> WHAT YOU SHOULD DO
Word for word, restate every line of the material.

◆ ◆ ◆ ◆ ◆ ◆ ◆

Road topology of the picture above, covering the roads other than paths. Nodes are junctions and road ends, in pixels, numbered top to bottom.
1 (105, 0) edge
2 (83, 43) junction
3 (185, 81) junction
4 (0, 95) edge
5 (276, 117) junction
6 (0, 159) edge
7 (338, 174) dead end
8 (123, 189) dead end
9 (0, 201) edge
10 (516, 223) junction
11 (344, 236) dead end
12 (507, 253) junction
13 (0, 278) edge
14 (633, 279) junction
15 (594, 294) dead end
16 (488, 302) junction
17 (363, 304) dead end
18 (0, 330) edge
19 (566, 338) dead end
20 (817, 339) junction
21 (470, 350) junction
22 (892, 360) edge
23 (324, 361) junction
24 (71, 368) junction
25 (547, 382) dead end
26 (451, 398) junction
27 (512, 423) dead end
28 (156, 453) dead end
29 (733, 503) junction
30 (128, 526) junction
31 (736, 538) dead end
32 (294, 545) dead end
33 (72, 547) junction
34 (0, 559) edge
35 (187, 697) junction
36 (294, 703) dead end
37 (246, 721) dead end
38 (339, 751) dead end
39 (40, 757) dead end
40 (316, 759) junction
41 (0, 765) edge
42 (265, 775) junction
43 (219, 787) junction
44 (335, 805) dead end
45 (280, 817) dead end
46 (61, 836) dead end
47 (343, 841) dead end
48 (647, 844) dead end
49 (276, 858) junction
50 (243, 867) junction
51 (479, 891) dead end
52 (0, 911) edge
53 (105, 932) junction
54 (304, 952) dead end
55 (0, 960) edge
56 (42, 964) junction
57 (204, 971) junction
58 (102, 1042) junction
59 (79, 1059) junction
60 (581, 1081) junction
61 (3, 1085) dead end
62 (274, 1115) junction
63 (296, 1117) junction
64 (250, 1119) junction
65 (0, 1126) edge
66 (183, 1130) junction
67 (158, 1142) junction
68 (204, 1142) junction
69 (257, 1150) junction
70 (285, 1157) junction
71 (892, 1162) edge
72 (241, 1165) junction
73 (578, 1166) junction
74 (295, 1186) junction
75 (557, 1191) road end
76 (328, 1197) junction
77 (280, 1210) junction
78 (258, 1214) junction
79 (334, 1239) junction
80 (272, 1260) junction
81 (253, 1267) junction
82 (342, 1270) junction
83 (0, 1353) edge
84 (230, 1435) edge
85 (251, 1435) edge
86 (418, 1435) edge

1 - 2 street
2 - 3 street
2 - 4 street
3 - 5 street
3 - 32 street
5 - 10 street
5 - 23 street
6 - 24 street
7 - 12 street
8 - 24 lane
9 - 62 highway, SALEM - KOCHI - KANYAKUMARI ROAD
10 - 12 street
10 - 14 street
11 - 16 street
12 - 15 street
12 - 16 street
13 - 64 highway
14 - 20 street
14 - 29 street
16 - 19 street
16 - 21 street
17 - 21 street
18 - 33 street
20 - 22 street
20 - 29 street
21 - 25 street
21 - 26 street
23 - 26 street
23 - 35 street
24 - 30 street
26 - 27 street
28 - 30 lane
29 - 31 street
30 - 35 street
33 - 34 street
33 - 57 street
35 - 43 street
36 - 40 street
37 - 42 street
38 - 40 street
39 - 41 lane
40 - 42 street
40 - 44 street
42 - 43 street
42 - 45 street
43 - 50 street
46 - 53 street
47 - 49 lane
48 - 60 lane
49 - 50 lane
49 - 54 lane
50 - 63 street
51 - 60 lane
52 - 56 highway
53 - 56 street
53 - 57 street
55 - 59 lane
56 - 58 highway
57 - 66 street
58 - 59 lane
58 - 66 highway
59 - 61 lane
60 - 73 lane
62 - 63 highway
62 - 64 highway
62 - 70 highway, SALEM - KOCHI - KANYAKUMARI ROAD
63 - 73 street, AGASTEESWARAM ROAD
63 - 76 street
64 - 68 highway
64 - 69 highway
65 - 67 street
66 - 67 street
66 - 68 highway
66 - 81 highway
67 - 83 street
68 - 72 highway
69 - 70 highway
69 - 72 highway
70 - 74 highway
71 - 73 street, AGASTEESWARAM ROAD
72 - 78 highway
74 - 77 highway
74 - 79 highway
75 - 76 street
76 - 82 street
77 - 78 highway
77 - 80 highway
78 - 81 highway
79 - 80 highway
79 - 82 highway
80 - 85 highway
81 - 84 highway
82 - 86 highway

◆ ◆ ◆ ◆ ◆ ◆ ◆

> SOLUTION TO THIS PROBLEM
Road topology of the picture above, covering the roads other than paths. Nodes are junctions and road ends, in pixels, numbered top to bottom.
1 (105, 0) edge
2 (83, 43) junction
3 (185, 81) junction
4 (0, 95) edge
5 (276, 117) junction
6 (0, 159) edge
7 (338, 174) dead end
8 (123, 189) dead end
9 (0, 201) edge
10 (516, 223) junction
11 (344, 236) dead end
12 (507, 253) junction
13 (0, 278) edge
14 (633, 279) junction
15 (594, 294) dead end
16 (488, 302) junction
17 (363, 304) dead end
18 (0, 330) edge
19 (566, 338) dead end
20 (817, 339) junction
21 (470, 350) junction
22 (892, 360) edge
23 (324, 361) junction
24 (71, 368) junction
25 (547, 382) dead end
26 (451, 398) junction
27 (512, 423) dead end
28 (156, 453) dead end
29 (733, 503) junction
30 (128, 526) junction
31 (736, 538) dead end
32 (294, 545) dead end
33 (72, 547) junction
34 (0, 559) edge
35 (187, 697) junction
36 (294, 703) dead end
37 (246, 721) dead end
38 (339, 751) dead end
39 (40, 757) dead end
40 (316, 759) junction
41 (0, 765) edge
42 (265, 775) junction
43 (219, 787) junction
44 (335, 805) dead end
45 (280, 817) dead end
46 (61, 836) dead end
47 (343, 841) dead end
48 (647, 844) dead end
49 (276, 858) junction
50 (243, 867) junction
51 (479, 891) dead end
52 (0, 911) edge
53 (105, 932) junction
54 (304, 952) dead end
55 (0, 960) edge
56 (42, 964) junction
57 (204, 971) junction
58 (102, 1042) junction
59 (79, 1059) junction
60 (581, 1081) junction
61 (3, 1085) dead end
62 (274, 1115) junction
63 (296, 1117) junction
64 (250, 1119) junction
65 (0, 1126) edge
66 (183, 1130) junction
67 (158, 1142) junction
68 (204, 1142) junction
69 (257, 1150) junction
70 (285, 1157) junction
71 (892, 1162) edge
72 (241, 1165) junction
73 (578, 1166) junction
74 (295, 1186) junction
75 (557, 1191) road end
76 (328, 1197) junction
77 (280, 1210) junction
78 (258, 1214) junction
79 (334, 1239) junction
80 (272, 1260) junction
81 (253, 1267) junction
82 (342, 1270) junction
83 (0, 1353) edge
84 (230, 1435) edge
85 (251, 1435) edge
86 (418, 1435) edge

1 - 2 street
2 - 3 street
2 - 4 street
3 - 5 street
3 - 32 street
5 - 10 street
5 - 23 street
6 - 24 street
7 - 12 street
8 - 24 lane
9 - 62 highway, SALEM - KOCHI - KANYAKUMARI ROAD
10 - 12 street
10 - 14 street
11 - 16 street
12 - 15 street
12 - 16 street
13 - 64 highway
14 - 20 street
14 - 29 street
16 - 19 street
16 - 21 street
17 - 21 street
18 - 33 street
20 - 22 street
20 - 29 street
21 - 25 street
21 - 26 street
23 - 26 street
23 - 35 street
24 - 30 street
26 - 27 street
28 - 30 lane
29 - 31 street
30 - 35 street
33 - 34 street
33 - 57 street
35 - 43 street
36 - 40 street
37 - 42 street
38 - 40 street
39 - 41 lane
40 - 42 street
40 - 44 street
42 - 43 street
42 - 45 street
43 - 50 street
46 - 53 street
47 - 49 lane
48 - 60 lane
49 - 50 lane
49 - 54 lane
50 - 63 street
51 - 60 lane
52 - 56 highway
53 - 56 street
53 - 57 street
55 - 59 lane
56 - 58 highway
57 - 66 street
58 - 59 lane
58 - 66 highway
59 - 61 lane
60 - 73 lane
62 - 63 highway
62 - 64 highway
62 - 70 highway, SALEM - KOCHI - KANYAKUMARI ROAD
63 - 73 street, AGASTEESWARAM ROAD
63 - 76 street
64 - 68 highway
64 - 69 highway
65 - 67 street
66 - 67 street
66 - 68 highway
66 - 81 highway
67 - 83 street
68 - 72 highway
69 - 70 highway
69 - 72 highway
70 - 74 highway
71 - 73 street, AGASTEESWARAM ROAD
72 - 78 highway
74 - 77 highway
74 - 79 highway
75 - 76 street
76 - 82 street
77 - 78 highway
77 - 80 highway
78 - 81 highway
79 - 80 highway
79 - 82 highway
80 - 85 highway
81 - 84 highway
82 - 86 highway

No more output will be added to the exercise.